PicAxe: Creating an Open-source Image Extraction Tool for Large and Diverse Corpora of Text-Image PDF Documents

XML

Humanities researchers want to analyze images that exist in text-image environments (journal articles, books, newspapers, letters) with computational tools. To do so, researchers must typically separate images from accompanying text. Researchers can manually extract images from digital text-image environments (e.g., with “screenshot,” “snipping,” and “crop” tools on Mac or PC; “crop” and “marquee” tools in Adobe and Microsoft products). Manual extraction becomes time-consuming, tedious, and prone to error for researchers who want to extract hundreds to thousands of images from hundreds to thousands of PDF files.

We are developing a Python-based image extraction tool, called PicAxe, that humanities researchers can easily apply to large corpora of diverse text-image PDF documents. Our tool automatically extracts images like diagrams, photographs, graphs, or tables, from large corpora of PDF files. The tool will be integrated into the Giles Ecosystem (Damerow et al. 2017) so researchers with no coding experience can upload large corpora of digital documents for storage, OCR, and text and image extraction . We will release the code under an open-source license and the source code will remain accessible via GitHub.

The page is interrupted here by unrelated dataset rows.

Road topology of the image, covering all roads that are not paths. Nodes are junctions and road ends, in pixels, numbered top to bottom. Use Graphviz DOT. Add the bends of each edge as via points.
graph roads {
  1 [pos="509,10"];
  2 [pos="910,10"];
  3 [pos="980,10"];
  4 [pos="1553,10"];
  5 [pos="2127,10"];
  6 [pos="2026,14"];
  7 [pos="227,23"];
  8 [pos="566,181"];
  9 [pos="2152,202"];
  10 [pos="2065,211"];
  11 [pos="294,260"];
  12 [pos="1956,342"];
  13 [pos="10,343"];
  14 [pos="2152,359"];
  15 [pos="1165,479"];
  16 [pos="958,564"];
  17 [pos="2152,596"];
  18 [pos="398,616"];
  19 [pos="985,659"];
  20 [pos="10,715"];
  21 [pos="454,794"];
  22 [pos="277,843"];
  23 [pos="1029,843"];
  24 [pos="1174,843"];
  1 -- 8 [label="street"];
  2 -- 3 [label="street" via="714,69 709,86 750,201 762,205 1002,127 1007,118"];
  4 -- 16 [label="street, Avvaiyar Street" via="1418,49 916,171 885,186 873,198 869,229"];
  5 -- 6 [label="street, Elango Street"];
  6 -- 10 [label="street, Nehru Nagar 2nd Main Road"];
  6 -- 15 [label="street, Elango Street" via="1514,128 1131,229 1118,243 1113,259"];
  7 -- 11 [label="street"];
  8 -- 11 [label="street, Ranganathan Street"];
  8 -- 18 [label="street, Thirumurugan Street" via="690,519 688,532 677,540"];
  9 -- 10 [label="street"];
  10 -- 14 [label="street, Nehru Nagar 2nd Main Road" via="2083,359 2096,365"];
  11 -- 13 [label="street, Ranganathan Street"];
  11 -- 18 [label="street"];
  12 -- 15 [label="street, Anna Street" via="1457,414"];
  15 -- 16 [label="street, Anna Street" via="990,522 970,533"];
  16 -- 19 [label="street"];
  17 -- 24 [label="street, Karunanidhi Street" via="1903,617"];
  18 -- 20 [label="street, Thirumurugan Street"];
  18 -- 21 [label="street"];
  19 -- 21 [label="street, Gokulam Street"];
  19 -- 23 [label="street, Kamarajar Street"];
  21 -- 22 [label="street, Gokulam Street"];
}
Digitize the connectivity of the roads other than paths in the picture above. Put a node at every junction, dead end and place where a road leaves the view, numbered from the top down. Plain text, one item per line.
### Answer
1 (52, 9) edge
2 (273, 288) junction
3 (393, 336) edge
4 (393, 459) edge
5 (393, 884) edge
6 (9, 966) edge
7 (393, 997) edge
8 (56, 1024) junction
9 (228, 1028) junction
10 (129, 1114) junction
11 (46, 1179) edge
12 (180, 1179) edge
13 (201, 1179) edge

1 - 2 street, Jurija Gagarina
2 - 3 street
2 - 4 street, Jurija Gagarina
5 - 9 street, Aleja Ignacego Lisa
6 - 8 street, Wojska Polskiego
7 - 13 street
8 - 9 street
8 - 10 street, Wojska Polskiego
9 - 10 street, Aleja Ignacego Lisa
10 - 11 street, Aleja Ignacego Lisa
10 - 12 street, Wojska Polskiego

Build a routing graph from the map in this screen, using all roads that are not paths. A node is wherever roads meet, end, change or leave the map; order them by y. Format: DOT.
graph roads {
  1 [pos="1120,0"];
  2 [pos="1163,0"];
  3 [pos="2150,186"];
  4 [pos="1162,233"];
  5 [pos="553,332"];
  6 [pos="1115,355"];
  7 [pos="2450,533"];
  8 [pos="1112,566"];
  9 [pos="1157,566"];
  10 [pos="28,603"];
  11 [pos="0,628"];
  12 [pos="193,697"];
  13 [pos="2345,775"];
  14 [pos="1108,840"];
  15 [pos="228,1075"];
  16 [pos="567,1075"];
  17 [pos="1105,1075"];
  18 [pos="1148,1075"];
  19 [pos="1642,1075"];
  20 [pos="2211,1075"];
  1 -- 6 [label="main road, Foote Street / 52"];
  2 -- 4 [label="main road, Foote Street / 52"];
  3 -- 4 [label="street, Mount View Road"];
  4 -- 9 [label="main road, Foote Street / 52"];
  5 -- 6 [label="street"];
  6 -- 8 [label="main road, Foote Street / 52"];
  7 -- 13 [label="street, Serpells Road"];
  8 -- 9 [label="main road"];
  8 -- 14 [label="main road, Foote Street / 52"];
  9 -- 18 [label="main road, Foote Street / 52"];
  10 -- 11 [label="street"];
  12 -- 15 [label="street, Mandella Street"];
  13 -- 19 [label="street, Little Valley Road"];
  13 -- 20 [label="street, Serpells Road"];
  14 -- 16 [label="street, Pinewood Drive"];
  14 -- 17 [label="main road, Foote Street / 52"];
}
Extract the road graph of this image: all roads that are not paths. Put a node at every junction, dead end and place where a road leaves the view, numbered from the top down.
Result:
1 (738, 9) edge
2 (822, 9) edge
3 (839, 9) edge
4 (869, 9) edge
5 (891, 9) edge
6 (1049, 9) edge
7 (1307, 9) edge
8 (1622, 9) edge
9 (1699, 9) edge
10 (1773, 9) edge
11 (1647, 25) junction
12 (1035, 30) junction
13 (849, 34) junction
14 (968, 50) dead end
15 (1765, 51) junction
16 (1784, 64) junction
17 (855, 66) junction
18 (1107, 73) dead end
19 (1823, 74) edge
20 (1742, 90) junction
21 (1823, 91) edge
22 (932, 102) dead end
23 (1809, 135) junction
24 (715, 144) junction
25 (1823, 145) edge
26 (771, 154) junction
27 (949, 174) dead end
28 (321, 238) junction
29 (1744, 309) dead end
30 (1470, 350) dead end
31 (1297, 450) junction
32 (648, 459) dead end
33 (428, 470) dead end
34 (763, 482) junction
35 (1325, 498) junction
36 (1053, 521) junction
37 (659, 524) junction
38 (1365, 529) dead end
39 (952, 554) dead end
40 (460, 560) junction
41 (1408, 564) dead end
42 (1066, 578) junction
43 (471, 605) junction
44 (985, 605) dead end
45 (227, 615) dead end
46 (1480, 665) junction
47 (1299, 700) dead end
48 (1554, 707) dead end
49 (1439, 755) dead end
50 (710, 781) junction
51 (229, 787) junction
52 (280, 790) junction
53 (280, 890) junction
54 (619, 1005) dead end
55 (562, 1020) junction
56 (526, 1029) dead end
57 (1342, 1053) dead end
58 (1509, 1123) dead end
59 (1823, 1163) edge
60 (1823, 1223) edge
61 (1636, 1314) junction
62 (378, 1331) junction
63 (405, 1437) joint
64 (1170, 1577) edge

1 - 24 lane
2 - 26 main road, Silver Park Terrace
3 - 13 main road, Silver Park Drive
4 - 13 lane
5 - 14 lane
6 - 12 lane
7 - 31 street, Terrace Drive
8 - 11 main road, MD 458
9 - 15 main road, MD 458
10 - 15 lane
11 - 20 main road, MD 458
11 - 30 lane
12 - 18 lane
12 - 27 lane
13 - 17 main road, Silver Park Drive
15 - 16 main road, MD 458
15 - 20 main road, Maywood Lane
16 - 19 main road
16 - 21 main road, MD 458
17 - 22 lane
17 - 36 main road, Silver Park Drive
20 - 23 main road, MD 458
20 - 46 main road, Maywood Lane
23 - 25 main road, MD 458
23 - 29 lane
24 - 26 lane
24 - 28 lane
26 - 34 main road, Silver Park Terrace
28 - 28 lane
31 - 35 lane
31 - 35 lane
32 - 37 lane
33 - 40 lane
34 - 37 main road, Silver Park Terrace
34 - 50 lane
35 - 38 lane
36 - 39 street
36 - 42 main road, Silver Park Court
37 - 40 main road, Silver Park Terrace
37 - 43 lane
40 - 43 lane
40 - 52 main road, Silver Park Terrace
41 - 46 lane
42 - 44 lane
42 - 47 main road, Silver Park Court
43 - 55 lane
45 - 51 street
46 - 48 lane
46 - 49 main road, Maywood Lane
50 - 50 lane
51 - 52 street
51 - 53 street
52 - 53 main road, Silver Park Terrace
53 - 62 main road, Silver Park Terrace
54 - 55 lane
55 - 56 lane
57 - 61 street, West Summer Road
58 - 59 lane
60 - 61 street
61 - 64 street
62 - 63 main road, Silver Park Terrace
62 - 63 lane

Currently, our tool (1) converts PDF file pages into individual binary .png files, (2) applies pytesseract ¹ to detect and remove detected text from the .png files, (3) applies a combination of OTSU thresholding and contour detection to the text-free .png to identify boundaries of remaining image marks, (4) filters boundaries with smaller areas and combines them in order to reduce noise and identify whole individual images, (5) and extracts any images and text from the original PDF pages that fall within the identified boundaries (Figure 1). Currently, any researcher can download and use the code for the tool from GitHub ( https://github.com/acguerr1/imageextraction ).

Figure 1. PicAxe image extraction workflow (as of June 2024).

Our tool is different from existing free or open-source tools for automatic image extraction (e.g., PyMuPDF Pillow ² and pdfplumber ³ ) in three ways:

Other tools are inaccessible to humanities researchers who lack time or programming skills necessary to understand and implement them; by integrating our tool into Giles, humanities researchers will be able to use the tool without coding themselves.
Other tools do not take into account that PDF files encode image data according to how the file was produced. Many older documents exist digitally as scans or photographs of hardcopies; age and method of digital preservation affects the quality of text and image data, which can appear warped, tilted, incomplete, or with aberrations. Newer text-image documents are frequently generated and disseminated as “born digital” PDFs in which images are embedded as XObjects. While extracting individual XObjects from newer PDFs is straightforward, images are often and inconspicuously embedded as multiple XObjects such that existing tools extract nonsensical or unwanted fractions of images. Existing tools cannot reliably extract images from corpora that include older PDF files of variable scan quality or newer PDF files that encode single images as multiple XObjects.
Other tools do not take into account that documents from different time periods and cultures use different text and image layouts and styles. Computer scientists are actively improving document layout and image detection in text-image environments using machine learning (Binmakhashen / Mahmoud 2019; Subramani et al. 2021; Yu et al. 2023). However, these tools are trained on stylistically homogenous PDF file data (e.g. only PDFs of “born digital” scientific journal articles). It is not clear that these extraction algorithms will be useful for large corpora of stylistically heterogenous text-image environments common to humanities researchers.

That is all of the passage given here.